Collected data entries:
——
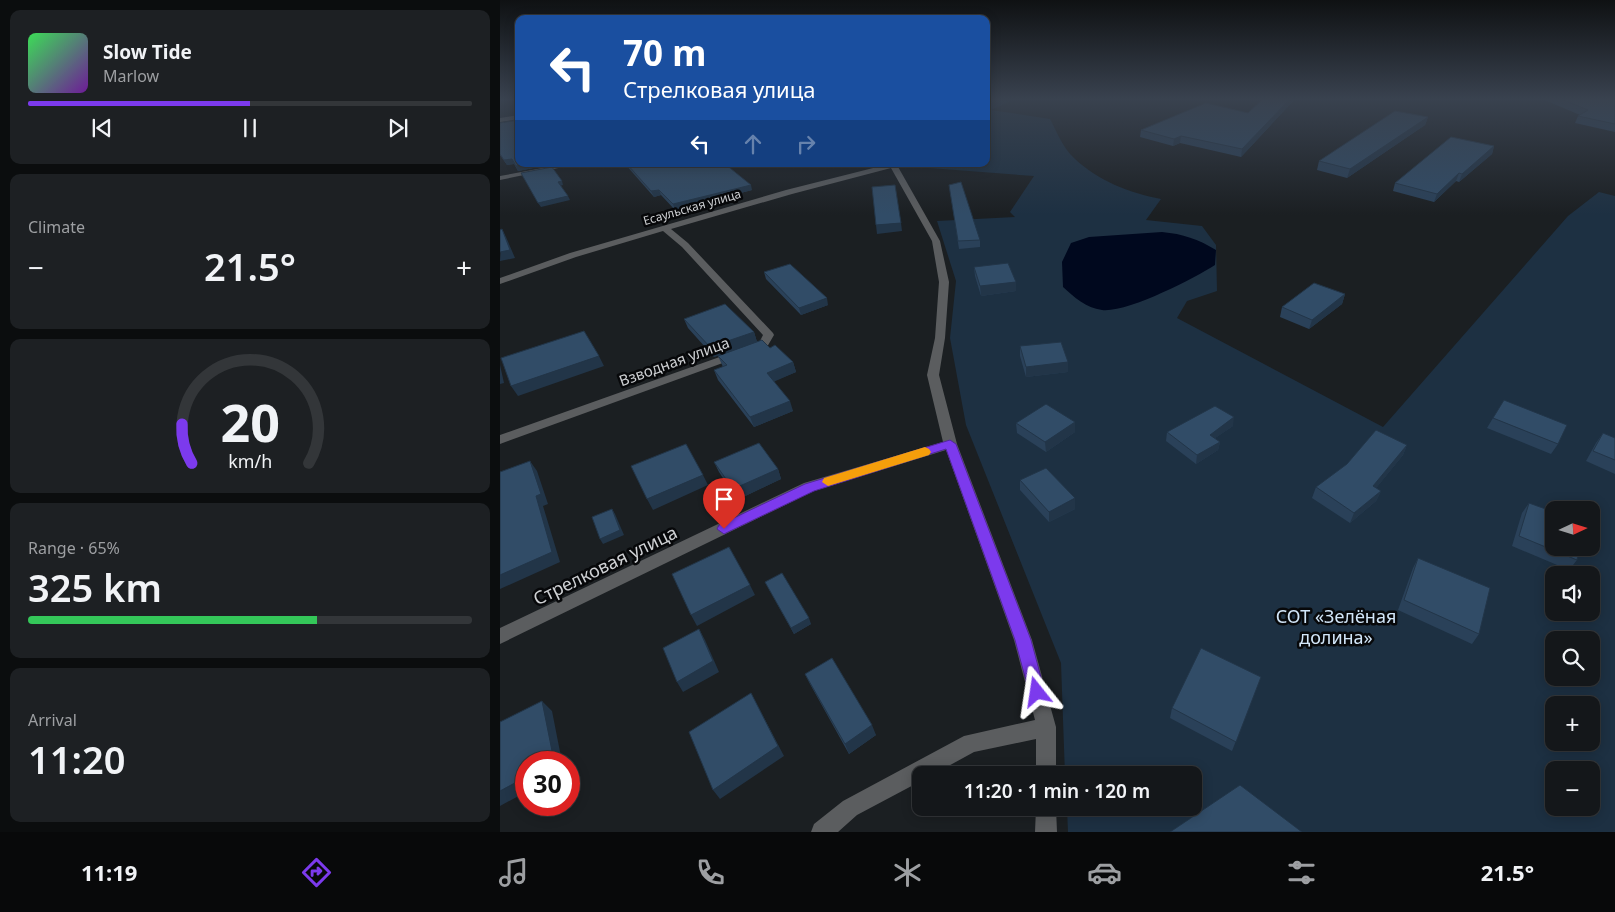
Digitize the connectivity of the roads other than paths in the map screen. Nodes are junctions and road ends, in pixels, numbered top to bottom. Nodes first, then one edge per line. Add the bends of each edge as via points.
1 (558, 167) edge
2 (881, 167) edge
3 (894, 167) edge
4 (500, 178) edge
5 (665, 229) junction
6 (500, 281) edge
7 (500, 440) edge
8 (950, 444) junction
9 (500, 636) edge
10 (1046, 726) junction
11 (1046, 766) edge
12 (1046, 816) edge
13 (822, 832) edge
14 (1046, 832) edge

1 - 4 street
2 - 5 street, Есаульская улица
3 - 8 street via 936,241 944,282 940,338 933,375
5 - 6 street, Есаульская улица via 573,254
5 - 7 street, Взводная улица via 685,245 770,335 763,345
8 - 9 street, Стрелковая улица via 809,487
8 - 10 street via 1023,640
10 - 11 street
10 - 13 street via 971,742 850,808
12 - 14 street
——
▸ TASK TO CARRY OUT:
Pictures aside, restate all of the entries exactly.

▸ SOLUTION TO THIS EXERCISE:
Digitize the connectivity of the roads other than paths in the map screen. Nodes are junctions and road ends, in pixels, numbered top to bottom. Nodes first, then one edge per line. Add the bends of each edge as via points.
1 (558, 167) edge
2 (881, 167) edge
3 (894, 167) edge
4 (500, 178) edge
5 (665, 229) junction
6 (500, 281) edge
7 (500, 440) edge
8 (950, 444) junction
9 (500, 636) edge
10 (1046, 726) junction
11 (1046, 766) edge
12 (1046, 816) edge
13 (822, 832) edge
14 (1046, 832) edge

1 - 4 street
2 - 5 street, Есаульская улица
3 - 8 street via 936,241 944,282 940,338 933,375
5 - 6 street, Есаульская улица via 573,254
5 - 7 street, Взводная улица via 685,245 770,335 763,345
8 - 9 street, Стрелковая улица via 809,487
8 - 10 street via 1023,640
10 - 11 street
10 - 13 street via 971,742 850,808
12 - 14 street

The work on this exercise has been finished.